> **What is being asked**
When you find the word "lane" in a line of the entries, please copy the whole line.

> **Input data**

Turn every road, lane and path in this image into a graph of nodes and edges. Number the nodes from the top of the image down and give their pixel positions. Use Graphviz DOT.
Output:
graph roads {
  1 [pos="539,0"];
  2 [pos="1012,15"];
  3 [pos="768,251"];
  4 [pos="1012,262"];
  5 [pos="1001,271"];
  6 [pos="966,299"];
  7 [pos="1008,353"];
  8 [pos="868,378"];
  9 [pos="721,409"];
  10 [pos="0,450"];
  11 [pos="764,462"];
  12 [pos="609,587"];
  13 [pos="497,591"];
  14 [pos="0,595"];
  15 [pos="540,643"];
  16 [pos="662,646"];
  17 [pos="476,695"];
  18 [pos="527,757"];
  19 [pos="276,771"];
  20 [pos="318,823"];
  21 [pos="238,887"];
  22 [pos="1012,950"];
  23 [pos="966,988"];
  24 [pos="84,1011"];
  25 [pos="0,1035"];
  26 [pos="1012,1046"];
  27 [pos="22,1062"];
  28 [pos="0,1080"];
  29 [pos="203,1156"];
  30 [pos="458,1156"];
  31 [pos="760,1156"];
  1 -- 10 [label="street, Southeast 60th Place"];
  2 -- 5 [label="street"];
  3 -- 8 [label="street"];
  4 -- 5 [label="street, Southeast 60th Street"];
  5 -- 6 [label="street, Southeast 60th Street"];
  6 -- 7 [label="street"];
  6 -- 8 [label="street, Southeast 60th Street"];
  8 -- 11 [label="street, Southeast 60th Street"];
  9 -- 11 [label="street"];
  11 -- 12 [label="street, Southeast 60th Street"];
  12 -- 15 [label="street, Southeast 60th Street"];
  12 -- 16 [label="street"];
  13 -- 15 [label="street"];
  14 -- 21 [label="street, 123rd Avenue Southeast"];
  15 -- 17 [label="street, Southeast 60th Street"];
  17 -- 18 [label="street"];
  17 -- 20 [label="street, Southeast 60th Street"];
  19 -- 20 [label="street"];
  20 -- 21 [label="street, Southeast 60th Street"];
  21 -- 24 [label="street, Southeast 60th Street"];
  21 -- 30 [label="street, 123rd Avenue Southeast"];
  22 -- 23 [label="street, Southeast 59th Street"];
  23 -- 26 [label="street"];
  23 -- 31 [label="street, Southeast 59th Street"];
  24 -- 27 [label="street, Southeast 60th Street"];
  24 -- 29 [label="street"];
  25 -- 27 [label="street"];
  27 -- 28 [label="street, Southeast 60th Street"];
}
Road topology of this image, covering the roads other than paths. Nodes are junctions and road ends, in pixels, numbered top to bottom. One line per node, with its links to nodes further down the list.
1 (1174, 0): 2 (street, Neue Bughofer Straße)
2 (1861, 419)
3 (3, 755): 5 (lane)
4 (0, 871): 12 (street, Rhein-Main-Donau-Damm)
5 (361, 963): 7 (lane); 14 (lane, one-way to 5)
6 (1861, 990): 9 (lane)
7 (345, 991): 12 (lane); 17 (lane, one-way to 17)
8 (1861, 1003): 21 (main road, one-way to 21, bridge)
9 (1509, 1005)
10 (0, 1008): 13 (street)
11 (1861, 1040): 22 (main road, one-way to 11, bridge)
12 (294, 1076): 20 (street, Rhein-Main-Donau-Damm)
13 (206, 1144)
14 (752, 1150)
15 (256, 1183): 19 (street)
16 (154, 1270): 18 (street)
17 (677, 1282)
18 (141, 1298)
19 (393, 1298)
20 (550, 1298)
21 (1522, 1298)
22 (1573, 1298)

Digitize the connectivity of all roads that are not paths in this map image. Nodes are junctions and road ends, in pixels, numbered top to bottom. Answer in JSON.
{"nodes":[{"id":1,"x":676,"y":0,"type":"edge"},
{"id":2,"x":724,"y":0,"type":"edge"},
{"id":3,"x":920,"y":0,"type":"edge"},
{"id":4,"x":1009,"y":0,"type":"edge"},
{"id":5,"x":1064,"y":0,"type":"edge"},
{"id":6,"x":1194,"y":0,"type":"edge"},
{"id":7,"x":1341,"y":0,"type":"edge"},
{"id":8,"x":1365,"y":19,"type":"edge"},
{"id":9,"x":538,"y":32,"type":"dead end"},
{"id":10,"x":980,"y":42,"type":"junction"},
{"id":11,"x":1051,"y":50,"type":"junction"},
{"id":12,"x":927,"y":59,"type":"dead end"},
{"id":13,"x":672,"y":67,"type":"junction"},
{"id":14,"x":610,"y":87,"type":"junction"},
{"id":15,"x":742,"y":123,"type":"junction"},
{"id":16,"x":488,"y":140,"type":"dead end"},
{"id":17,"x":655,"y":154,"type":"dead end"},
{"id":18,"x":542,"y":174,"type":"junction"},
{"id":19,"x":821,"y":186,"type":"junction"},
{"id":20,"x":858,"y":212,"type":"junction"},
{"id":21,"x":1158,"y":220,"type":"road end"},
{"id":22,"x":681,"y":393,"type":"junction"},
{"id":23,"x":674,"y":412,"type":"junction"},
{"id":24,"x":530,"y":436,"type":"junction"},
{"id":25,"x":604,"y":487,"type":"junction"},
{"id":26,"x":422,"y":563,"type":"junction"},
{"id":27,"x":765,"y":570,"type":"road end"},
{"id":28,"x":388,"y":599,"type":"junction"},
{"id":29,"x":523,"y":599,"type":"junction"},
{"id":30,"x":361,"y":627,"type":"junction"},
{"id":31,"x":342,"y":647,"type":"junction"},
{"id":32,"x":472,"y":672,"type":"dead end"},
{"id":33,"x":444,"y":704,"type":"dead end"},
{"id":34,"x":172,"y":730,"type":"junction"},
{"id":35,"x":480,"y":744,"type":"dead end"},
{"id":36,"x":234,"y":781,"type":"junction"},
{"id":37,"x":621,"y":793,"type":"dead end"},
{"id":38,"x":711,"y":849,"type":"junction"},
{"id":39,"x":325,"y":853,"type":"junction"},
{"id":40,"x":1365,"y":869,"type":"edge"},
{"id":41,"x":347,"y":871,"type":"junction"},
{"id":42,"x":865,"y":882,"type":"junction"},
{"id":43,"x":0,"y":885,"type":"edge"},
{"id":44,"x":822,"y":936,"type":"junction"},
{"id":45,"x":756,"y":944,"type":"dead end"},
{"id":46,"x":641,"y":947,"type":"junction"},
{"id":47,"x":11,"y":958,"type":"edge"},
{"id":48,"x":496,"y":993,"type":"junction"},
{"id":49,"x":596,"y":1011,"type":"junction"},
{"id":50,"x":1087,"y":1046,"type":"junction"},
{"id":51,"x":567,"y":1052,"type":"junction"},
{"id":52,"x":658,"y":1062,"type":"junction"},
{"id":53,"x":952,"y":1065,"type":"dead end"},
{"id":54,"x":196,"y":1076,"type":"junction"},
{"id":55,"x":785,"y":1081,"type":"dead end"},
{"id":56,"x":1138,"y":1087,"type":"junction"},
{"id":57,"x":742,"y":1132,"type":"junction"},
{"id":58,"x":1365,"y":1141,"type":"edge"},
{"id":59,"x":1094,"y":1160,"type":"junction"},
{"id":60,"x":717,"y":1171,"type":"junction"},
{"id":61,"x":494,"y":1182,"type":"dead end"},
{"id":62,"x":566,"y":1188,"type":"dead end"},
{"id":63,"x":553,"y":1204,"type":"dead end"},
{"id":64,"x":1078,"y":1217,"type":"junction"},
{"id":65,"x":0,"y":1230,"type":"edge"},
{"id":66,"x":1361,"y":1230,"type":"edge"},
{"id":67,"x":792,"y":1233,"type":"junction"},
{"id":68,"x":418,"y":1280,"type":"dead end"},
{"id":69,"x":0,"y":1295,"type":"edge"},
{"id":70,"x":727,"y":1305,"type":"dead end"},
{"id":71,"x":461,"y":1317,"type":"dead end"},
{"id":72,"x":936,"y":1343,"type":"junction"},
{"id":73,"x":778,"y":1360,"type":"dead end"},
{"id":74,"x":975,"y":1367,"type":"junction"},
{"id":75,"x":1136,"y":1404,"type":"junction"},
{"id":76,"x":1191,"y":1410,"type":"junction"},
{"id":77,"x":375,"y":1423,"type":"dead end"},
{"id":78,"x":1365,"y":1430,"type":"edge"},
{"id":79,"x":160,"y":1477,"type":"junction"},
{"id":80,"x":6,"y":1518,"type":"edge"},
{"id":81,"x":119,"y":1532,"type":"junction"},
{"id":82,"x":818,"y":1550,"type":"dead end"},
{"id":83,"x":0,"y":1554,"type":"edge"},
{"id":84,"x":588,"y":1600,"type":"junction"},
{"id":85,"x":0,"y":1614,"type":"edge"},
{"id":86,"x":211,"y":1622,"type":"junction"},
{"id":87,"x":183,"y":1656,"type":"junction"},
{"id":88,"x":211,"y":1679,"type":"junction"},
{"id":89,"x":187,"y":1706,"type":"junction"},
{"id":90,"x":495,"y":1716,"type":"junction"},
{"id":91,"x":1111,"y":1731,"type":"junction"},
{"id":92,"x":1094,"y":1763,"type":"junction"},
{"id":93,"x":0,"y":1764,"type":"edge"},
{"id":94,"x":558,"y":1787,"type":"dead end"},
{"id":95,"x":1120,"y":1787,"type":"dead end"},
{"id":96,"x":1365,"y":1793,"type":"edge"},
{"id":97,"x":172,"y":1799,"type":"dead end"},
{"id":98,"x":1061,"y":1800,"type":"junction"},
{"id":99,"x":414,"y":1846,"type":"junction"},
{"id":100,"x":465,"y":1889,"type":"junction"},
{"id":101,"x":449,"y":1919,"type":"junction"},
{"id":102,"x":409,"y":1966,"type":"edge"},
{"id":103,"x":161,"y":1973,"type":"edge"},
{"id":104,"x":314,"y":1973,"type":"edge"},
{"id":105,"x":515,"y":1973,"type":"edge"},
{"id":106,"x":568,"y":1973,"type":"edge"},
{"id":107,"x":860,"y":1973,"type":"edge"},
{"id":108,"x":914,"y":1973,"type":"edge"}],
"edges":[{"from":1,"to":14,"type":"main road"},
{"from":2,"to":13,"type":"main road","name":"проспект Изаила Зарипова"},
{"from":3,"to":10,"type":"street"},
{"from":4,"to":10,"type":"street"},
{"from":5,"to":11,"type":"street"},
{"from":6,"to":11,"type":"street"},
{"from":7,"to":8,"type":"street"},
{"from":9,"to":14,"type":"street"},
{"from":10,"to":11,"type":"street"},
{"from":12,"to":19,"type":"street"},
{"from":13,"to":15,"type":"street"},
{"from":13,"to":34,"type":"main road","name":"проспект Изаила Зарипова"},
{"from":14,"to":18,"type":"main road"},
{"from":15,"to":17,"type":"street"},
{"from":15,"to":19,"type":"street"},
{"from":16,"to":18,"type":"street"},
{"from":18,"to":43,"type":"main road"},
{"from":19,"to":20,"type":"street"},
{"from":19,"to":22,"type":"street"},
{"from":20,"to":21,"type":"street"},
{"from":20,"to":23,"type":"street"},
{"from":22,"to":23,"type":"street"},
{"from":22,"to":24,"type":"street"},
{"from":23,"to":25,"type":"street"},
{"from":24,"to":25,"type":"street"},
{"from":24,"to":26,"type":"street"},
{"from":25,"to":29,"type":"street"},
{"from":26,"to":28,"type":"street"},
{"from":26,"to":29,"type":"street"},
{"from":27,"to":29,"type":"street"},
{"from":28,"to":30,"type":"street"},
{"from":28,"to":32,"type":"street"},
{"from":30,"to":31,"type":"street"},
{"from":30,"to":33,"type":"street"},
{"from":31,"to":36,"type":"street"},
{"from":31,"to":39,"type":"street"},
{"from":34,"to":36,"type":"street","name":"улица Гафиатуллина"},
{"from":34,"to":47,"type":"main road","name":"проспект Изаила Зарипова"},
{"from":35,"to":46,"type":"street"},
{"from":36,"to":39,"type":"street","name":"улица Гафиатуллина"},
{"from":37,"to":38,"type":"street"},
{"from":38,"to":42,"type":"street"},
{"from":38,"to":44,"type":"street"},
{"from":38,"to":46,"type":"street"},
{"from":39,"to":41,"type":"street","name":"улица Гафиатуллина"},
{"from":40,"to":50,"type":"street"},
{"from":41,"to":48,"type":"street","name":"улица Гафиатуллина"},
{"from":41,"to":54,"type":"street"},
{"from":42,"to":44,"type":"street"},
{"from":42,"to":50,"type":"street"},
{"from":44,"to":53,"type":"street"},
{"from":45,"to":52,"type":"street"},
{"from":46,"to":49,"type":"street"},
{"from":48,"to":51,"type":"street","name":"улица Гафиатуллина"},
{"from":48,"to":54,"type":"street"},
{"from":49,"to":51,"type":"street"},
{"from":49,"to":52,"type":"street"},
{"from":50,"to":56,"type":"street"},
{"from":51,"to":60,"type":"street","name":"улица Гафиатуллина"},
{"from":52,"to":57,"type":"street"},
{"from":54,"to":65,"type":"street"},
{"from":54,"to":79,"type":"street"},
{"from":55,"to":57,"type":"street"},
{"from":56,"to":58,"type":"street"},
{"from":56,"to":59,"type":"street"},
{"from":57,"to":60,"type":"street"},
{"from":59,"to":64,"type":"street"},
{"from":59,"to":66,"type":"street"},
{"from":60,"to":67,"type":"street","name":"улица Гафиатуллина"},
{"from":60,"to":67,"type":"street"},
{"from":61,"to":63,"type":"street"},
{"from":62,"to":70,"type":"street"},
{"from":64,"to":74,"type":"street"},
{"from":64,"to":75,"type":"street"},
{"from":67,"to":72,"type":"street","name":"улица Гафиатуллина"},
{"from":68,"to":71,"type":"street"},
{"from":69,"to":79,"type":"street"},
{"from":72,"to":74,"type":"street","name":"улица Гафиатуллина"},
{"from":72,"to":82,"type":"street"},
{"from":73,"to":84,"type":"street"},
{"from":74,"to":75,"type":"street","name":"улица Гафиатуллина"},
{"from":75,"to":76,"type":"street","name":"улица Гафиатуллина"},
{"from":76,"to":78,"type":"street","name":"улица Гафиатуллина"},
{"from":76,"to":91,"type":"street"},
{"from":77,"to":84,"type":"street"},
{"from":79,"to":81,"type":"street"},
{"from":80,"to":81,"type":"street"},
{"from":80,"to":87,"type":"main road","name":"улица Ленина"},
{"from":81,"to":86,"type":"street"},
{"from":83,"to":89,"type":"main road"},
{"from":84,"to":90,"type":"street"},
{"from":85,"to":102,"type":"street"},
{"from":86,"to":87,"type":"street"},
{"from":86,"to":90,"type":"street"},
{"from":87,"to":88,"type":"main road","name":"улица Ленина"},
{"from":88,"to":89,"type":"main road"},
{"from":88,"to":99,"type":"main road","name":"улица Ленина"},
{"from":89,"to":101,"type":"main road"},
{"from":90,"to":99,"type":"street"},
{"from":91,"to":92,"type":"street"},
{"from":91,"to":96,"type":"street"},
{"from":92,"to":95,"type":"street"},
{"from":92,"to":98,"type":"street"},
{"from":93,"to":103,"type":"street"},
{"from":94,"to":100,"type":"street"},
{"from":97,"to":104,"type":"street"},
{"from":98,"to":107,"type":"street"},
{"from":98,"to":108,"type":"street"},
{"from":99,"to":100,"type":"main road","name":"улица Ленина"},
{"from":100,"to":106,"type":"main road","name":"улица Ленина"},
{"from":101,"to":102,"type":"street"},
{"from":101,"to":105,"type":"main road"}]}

> **Exercise answer**
Turn every road, lane and path in this image into a graph of nodes and edges. Number the nodes from the top of the image down and give their pixel positions. Use Graphviz DOT.
3 (3, 755): 5 (lane)
5 (361, 963): 7 (lane); 14 (lane, one-way to 5)
6 (1861, 990): 9 (lane)
7 (345, 991): 12 (lane); 17 (lane, one-way to 17)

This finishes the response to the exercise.